■ About this task ■
Nothing but the records, copied exactly and stripped of pictures, should be in the answer.
——
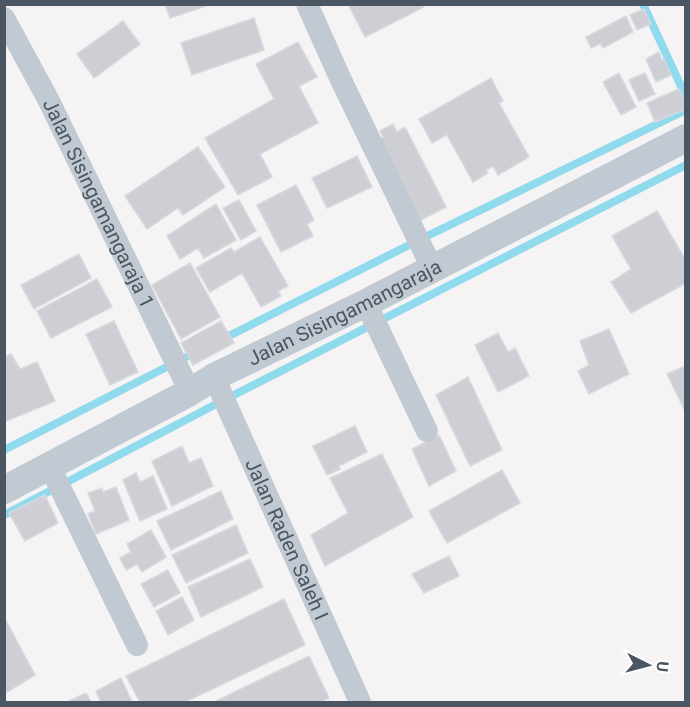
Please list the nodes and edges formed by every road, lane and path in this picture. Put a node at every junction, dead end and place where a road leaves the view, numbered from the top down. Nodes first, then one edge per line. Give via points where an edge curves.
1 (307, 4) edge
2 (4, 18) edge
3 (686, 138) edge
4 (432, 268) junction
5 (366, 303) junction
6 (214, 377) junction
7 (190, 392) junction
8 (427, 432) dead end
9 (50, 466) junction
10 (4, 490) edge
11 (137, 645) dead end
12 (360, 702) edge

1 - 4 street
2 - 7 street, Jalan Sisingamangaraja 1 via 49,100
3 - 4 street, Jalan Sisingamangaraja
4 - 5 street, Jalan Sisingamangaraja
5 - 6 street, Jalan Sisingamangaraja
5 - 8 street
6 - 7 street, Jalan Sisingamangaraja
6 - 12 street, Jalan Raden Saleh I
7 - 9 street, Jalan Sisingamangaraja
9 - 10 street, Jalan Sisingamangaraja
9 - 11 street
——
■ Exercise solution ■
Please list the nodes and edges formed by every road, lane and path in this picture. Put a node at every junction, dead end and place where a road leaves the view, numbered from the top down. Nodes first, then one edge per line. Give via points where an edge curves.
1 (307, 4) edge
2 (4, 18) edge
3 (686, 138) edge
4 (432, 268) junction
5 (366, 303) junction
6 (214, 377) junction
7 (190, 392) junction
8 (427, 432) dead end
9 (50, 466) junction
10 (4, 490) edge
11 (137, 645) dead end
12 (360, 702) edge

1 - 4 street
2 - 7 street, Jalan Sisingamangaraja 1 via 49,100
3 - 4 street, Jalan Sisingamangaraja
4 - 5 street, Jalan Sisingamangaraja
5 - 6 street, Jalan Sisingamangaraja
5 - 8 street
6 - 7 street, Jalan Sisingamangaraja
6 - 12 street, Jalan Raden Saleh I
7 - 9 street, Jalan Sisingamangaraja
9 - 10 street, Jalan Sisingamangaraja
9 - 11 street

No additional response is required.